[DEBATE] : Leaked G8 Communique reported in FT - Back track Aid to Africa
Azwell Banda
azwell at ecsecc.org
Mon Jun 30 21:30:25 BST 2008
Could this have anything to do with African leaders inability to deliver
Mugabe to the West for roasting? I wonder.....
-----Original Message-----
From: debate-bounces at debate.kabissa.org
[mailto:debate-bounces at debate.kabissa.org] On Behalf Of Riaz K Tayob
Sent: 30 June 2008 03:34 PM
To: Debate List (ZA)
Subject: [DEBATE] : Leaked G8 Communique reported in FT - Back track Aid to
Africa
Financial Times
G8 leaders ready to backtrack on Africa aid By Hugh Williamson in Berlin
Published: June 29 2008 23:33 | Last updated: June 29 2008 23:33
Leaders of the Group of Eight rich nations are set to backtrack on their
landmark pledge at the Gleneagles summit in 2005 to increase development aid
to Africa to $25bn a year.
A draft communiqué obtained by the Financial Times, due to be issued at the
groups July summit in Hokkaido, Japan, shows leaders will commit to
fulfilling "our commitments on [development aid] made at Gleneagles" but
fails to cite the target of $25bn annually by 2010.
This goal which was repeated at last years G8 summit in Germany was
seen as an important boost for Africa. The ambitious plan was a cornerstone
of former UK prime minister Tony Blairs G8 presidency and championed by his
successor, Gordon Brown.
The dropping of the explicit target marks a further stage in the G8s
failure to honour the commitments they made in Scotland at Gleneagles.
Most of the G8 countries aid budgets have already fallen well behind their
promises to increase overseas assistance.
The step could be awkward for Japan, which has made support for Africa a
summit theme, along with climate change. Yasuo Fukuda, Japanese prime
minister, used a meeting last month in Japan with 40 African leaders to
announce a doubling of aid to Africa by 2013. Eight African leaders are due
to attend the G8 summit on July 7.
The draft communiqué, dated June 25, might still change, diplomats insisted,
especially if pressure from African countries or from the public grew next
week.
In a further retreat, the G8 is set to abandon its Gleneagles promise to
provide universal access to Aids treatment and prevention by 2010.
The pledge has been a benchmark around which health campaigners and others
have been organising their work, especially in Africa.

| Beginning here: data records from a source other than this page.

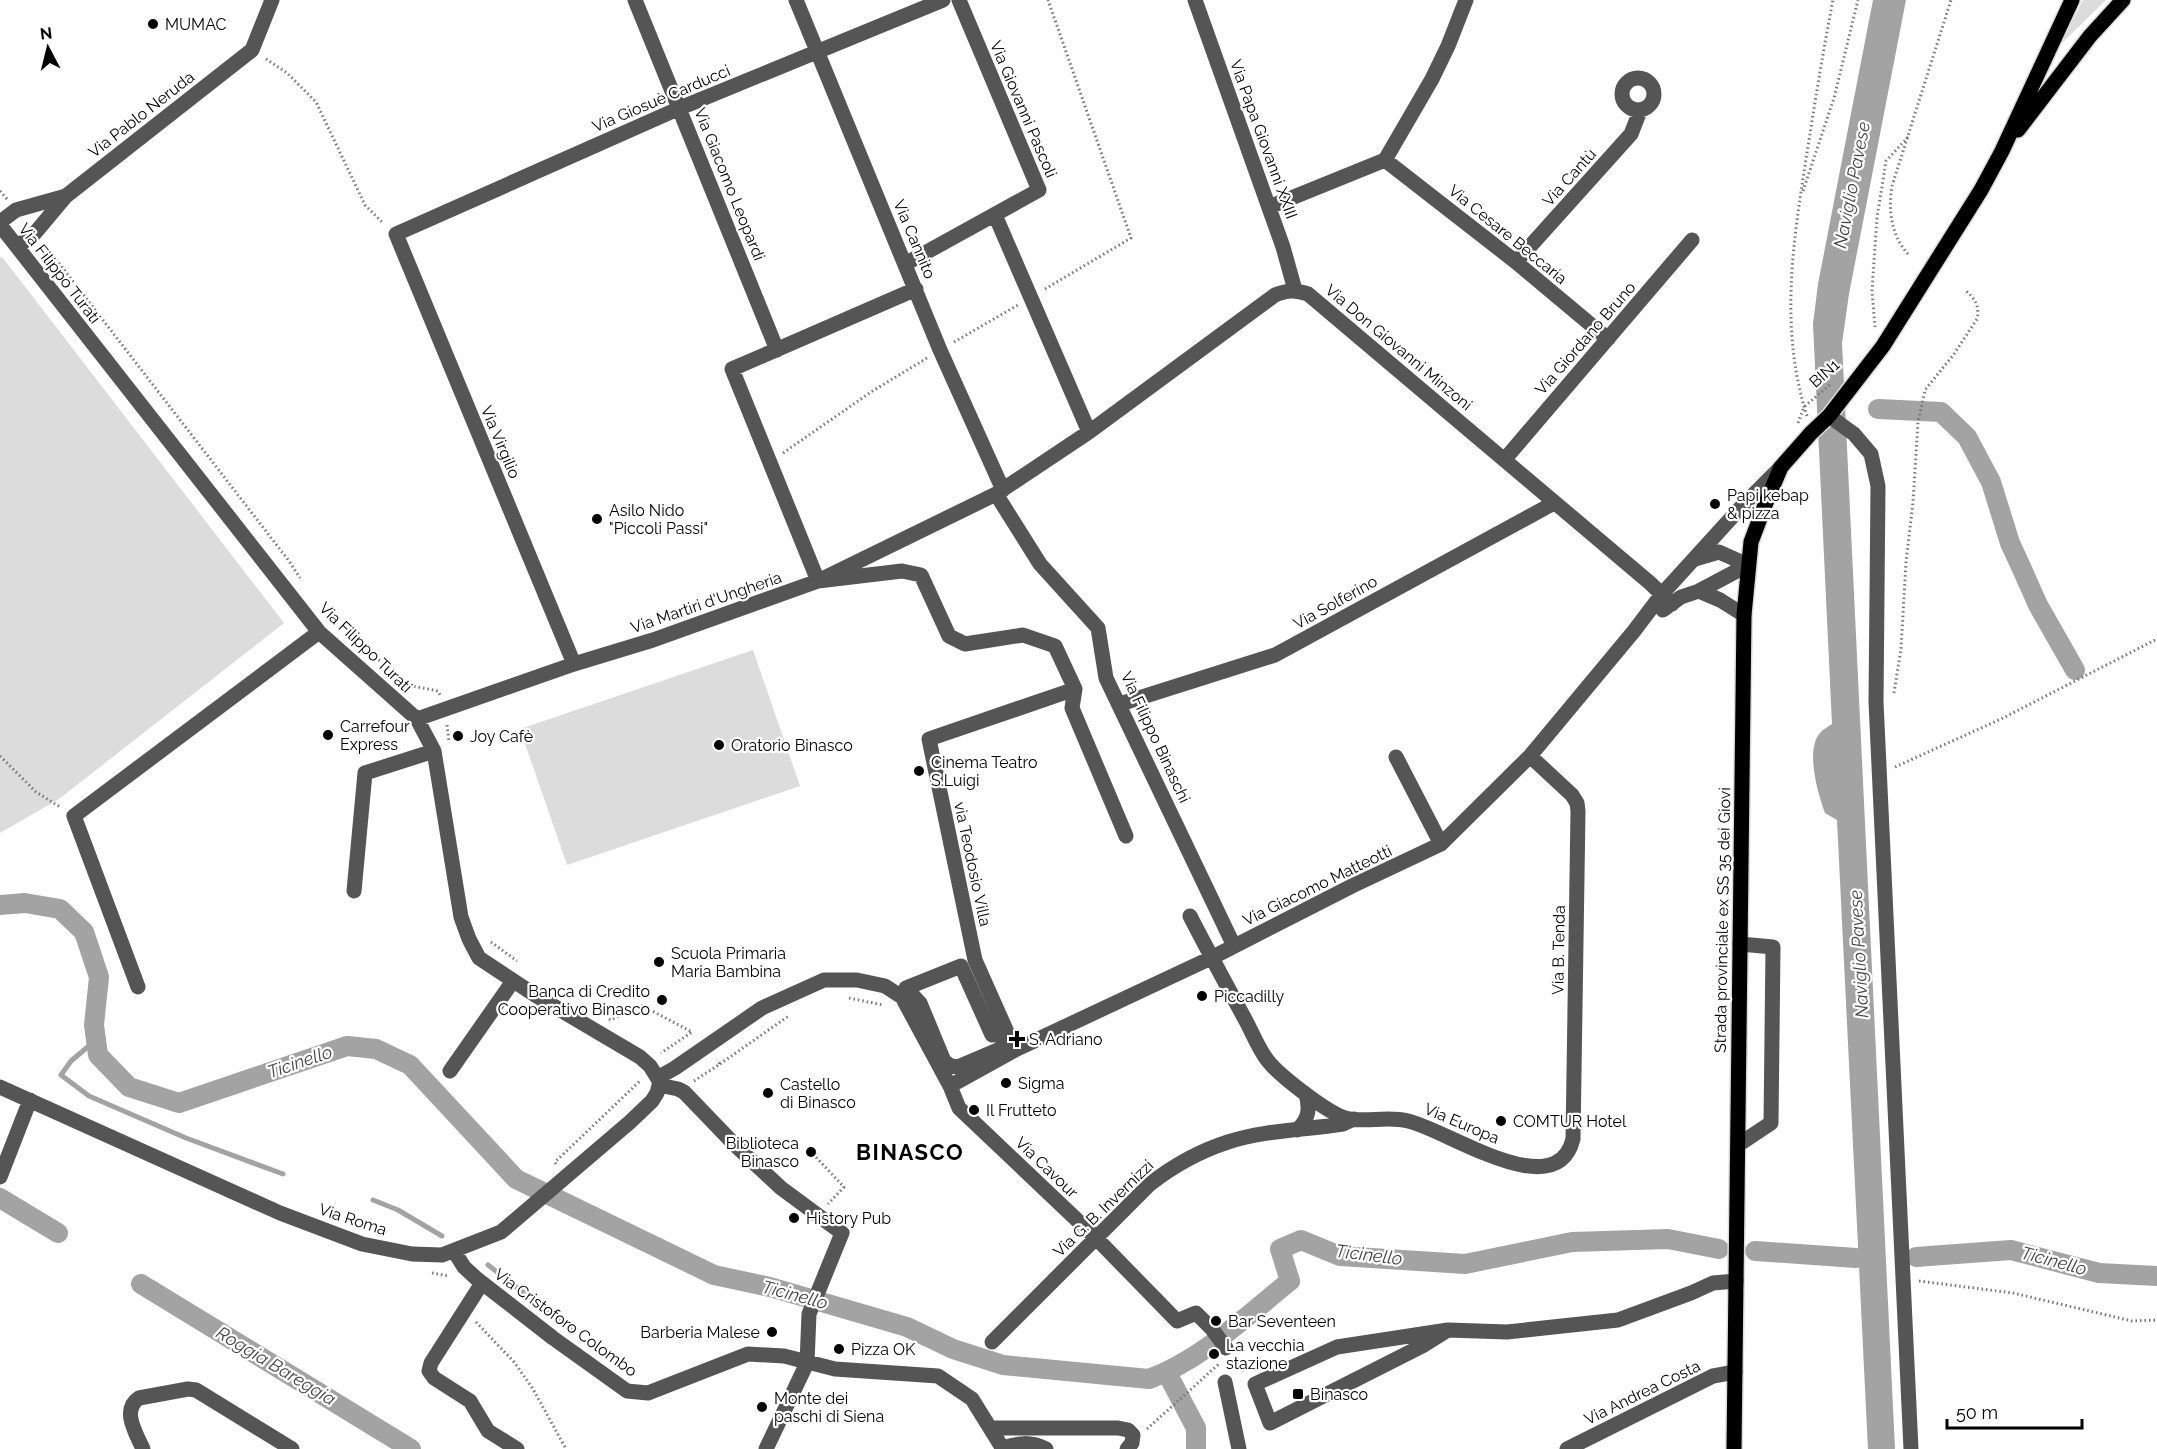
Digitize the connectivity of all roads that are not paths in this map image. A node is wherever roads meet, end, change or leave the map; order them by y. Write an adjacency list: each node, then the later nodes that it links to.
1 (272, 0): 15 (street, Via Pablo Neruda)
2 (635, 0): 11 (street, Via Giacomo Leopardi)
3 (796, 0): 10 (street, Via Cannito)
4 (944, 0): 10 (street, Via Giosuè Carducci)
5 (959, 0): 17 (street, Via Giovanni Pascoli)
6 (1195, 0): 16 (street, Via Papa Giovanni XXIII)
7 (1466, 0): 14 (street)
8 (2072, 0): 13 (main road)
9 (2123, 0): 13 (main road)
10 (818, 51): 11 (street, Via Giosuè Carducci); 23 (street, Via Cannito)
11 (680, 108): 19 (street, Via Giosuè Carducci); 27 (street, Via Giacomo Leopardi)
12 (1640, 111): 22 (street, Via Cantù)
13 (2002, 151): 28 (main road)
14 (1385, 160): 16 (street); 22 (street, Via Cesare Beccaria)
15 (66, 196): 18 (street, Via Pablo Neruda); 21 (street)
16 (1269, 207): 25 (street, Via Papa Giovanni XXIII)
17 (995, 215): 23 (street, Via Giovanni Pascoli); 29 (street)
18 (0, 224): 21 (street, Via Filippo Turati)
19 (396, 234): 41 (street, Via Virgilio)
20 (1692, 240): 26 (street, Via Giordano Bruno)
21 (17, 247): 40 (street, Via Filippo Turati)
22 (1516, 262): 26 (street, Via Cesare Beccaria)
23 (904, 264): 24 (street, Via Cannito)
24 (916, 289): 27 (street); 32 (street, Via Cannito)
25 (1295, 290): 29 (street); 30 (street, Via Don Giovanni Minzoni)
26 (1608, 339): 30 (street, Via Giordano Bruno)
27 (777, 350): 36 (street)
28 (1829, 416): 31 (main road, Strada provinciale ex SS 35 dei Giovi); 91 (street)
29 (1089, 432): 32 (street)
30 (1505, 459): 33 (street, Via Don Giovanni Minzoni)
31 (1781, 467): 34 (street, Via Giacomo Matteotti); 35 (main road, Strada provinciale ex SS 35 dei Giovi)
32 (1000, 492): 36 (street, Via Martiri d'Ungheria); 43 (street, Via Filippo Binaschi)
33 (1554, 502): 38 (street, Via Don Giovanni Minzoni); 43 (street, Via Solferino)
34 (1694, 559): 35 (street); 38 (street, Via Giacomo Matteotti)
35 (1748, 565): 37 (street, Via Giacomo Matteotti); 39 (main road, Strada provinciale ex SS 35 dei Giovi)
36 (818, 581): 41 (street, Via Martiri d'Ungheria); 42 (street)
37 (1699, 591): 38 (street, Via Giacomo Matteotti); 39 (street)
38 (1667, 599): 46 (street, Via Giacomo Matteotti)
39 (1744, 615): 52 (main road, Strada provinciale ex SS 35 dei Giovi)
40 (319, 632): 44 (street, Via Filippo Turati); 56 (street)
41 (574, 664): 44 (street, Via Martiri d'Ungheria)
42 (1075, 689): 48 (street); 58 (street, via Teodosio Villa)
43 (1120, 704): 53 (street, Via Filippo Binaschi)
44 (417, 719): 45 (street, Via Filippo Turati)
45 (442, 751): 50 (street); 55 (street, Via Filippo Turati)
46 (1530, 756): 49 (street, Via Giacomo Matteotti); 68 (street, Via B. Tenda)
47 (1396, 757): 49 (street)
48 (1126, 836)
49 (1441, 844): 53 (street, Via Giacomo Matteotti)
50 (354, 891)
51 (1190, 916): 54 (street, Via Europa)
52 (1740, 944): 67 (main road, Strada provinciale ex SS 35 dei Giovi); 67 (street)
53 (1234, 946): 54 (street, Via Giacomo Matteotti)
54 (1211, 958): 58 (street, Via Giacomo Matteotti); 63 (street, Via Europa)
55 (513, 981): 59 (street); 60 (street, Via Filippo Turati)
56 (138, 987)
57 (904, 992): 57 (street); 60 (street); 61 (street, Via Cavour)
58 (1015, 1050): 61 (street, Via Giacomo Matteotti)
59 (450, 1071)
60 (659, 1081): 71 (street, Via Roma); 77 (street)
61 (950, 1086): 70 (street, Via Cavour)
62 (0, 1087): 64 (street, Via Roma)
63 (1306, 1094): 65 (street, Via Europa); 66 (street)
64 (30, 1100): 69 (street); 71 (street, Via Roma)
65 (1354, 1119): 66 (street, Via G. B. Invernizzi); 68 (street, Via Europa)
66 (1297, 1130): 70 (street, Via G. B. Invernizzi)
67 (1738, 1145): 72 (main road, Strada provinciale ex SS 35 dei Giovi)
68 (1561, 1160)
69 (0, 1176)
70 (1095, 1238): 75 (street, Via G. B. Invernizzi); 76 (street, Via Cavour)
71 (454, 1251): 73 (street, Via Cristoforo Colombo)
72 (1736, 1281): 74 (street); 78 (main road, Strada provinciale ex SS 35 dei Giovi)
73 (482, 1283): 77 (street, Via Cristoforo Colombo); 84 (street)
74 (1448, 1330): 74 (street)
75 (992, 1342)
76 (1227, 1351)
77 (807, 1363): 80 (street, Via Cristoforo Colombo); 85 (street)
78 (1735, 1372): 89 (street, Via Andrea Costa); 90 (main road, Strada provinciale ex SS 35 dei Giovi)
79 (1225, 1382): 88 (street)
80 (990, 1428): 81 (street, Via Cristoforo Colombo); 87 (street)
81 (1003, 1448): 86 (street)
82 (143, 1449): 83 (street)
83 (292, 1449)
84 (517, 1449)
85 (766, 1449)
86 (1046, 1449)
87 (1127, 1449)
88 (1239, 1449)
89 (1568, 1449)
90 (1734, 1449)
91 (1911, 1449)

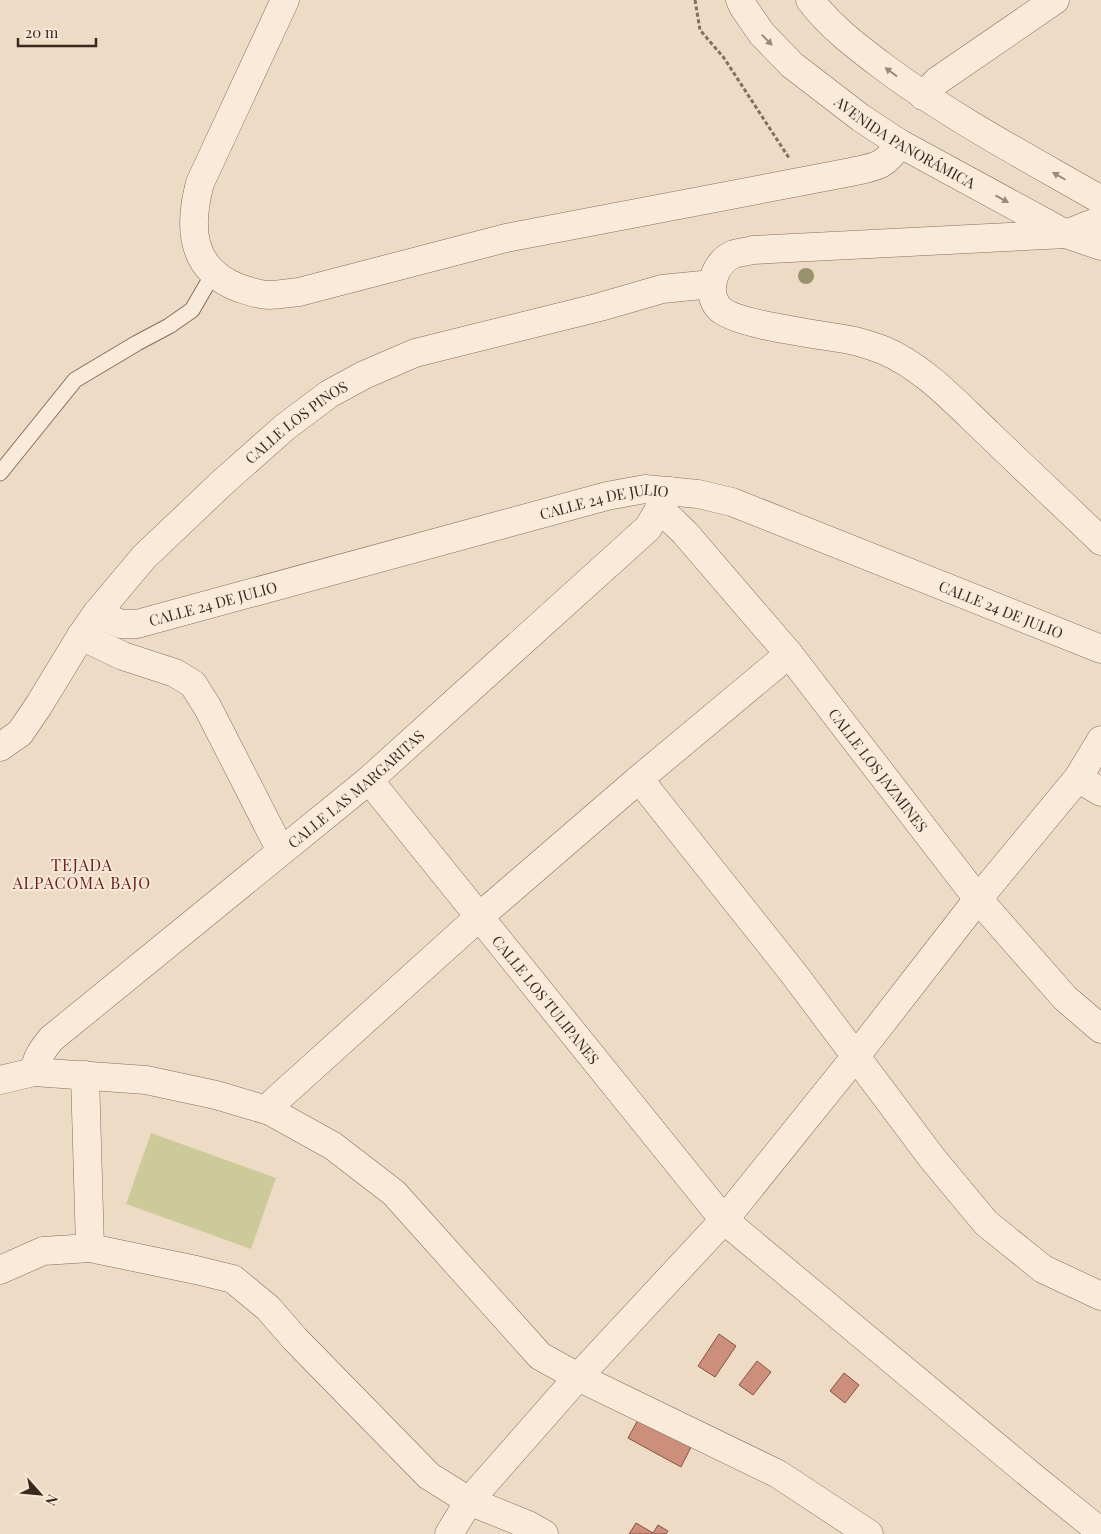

The draft says the G8 will continue "working towards the goal of universal
access to HIV/Aids prevention, treatment care" but it does not mention the
2010 deadline.
In addition, G8 leaders are divided on how to fulfil one of the headline
commitments at last years Heiligendamm summit in Germany to provide $60bn
"over the coming years" for tackling malaria, tuberculosis and Aids, and for
strengthening healthcare systems in developing countries.
This promise remains in brackets in the draft, indicating that no agreement
has been reached. Countries are divided on the time period for achieving the
target, with proposals ranging from three to eight years, according to one
person familiar with the issue.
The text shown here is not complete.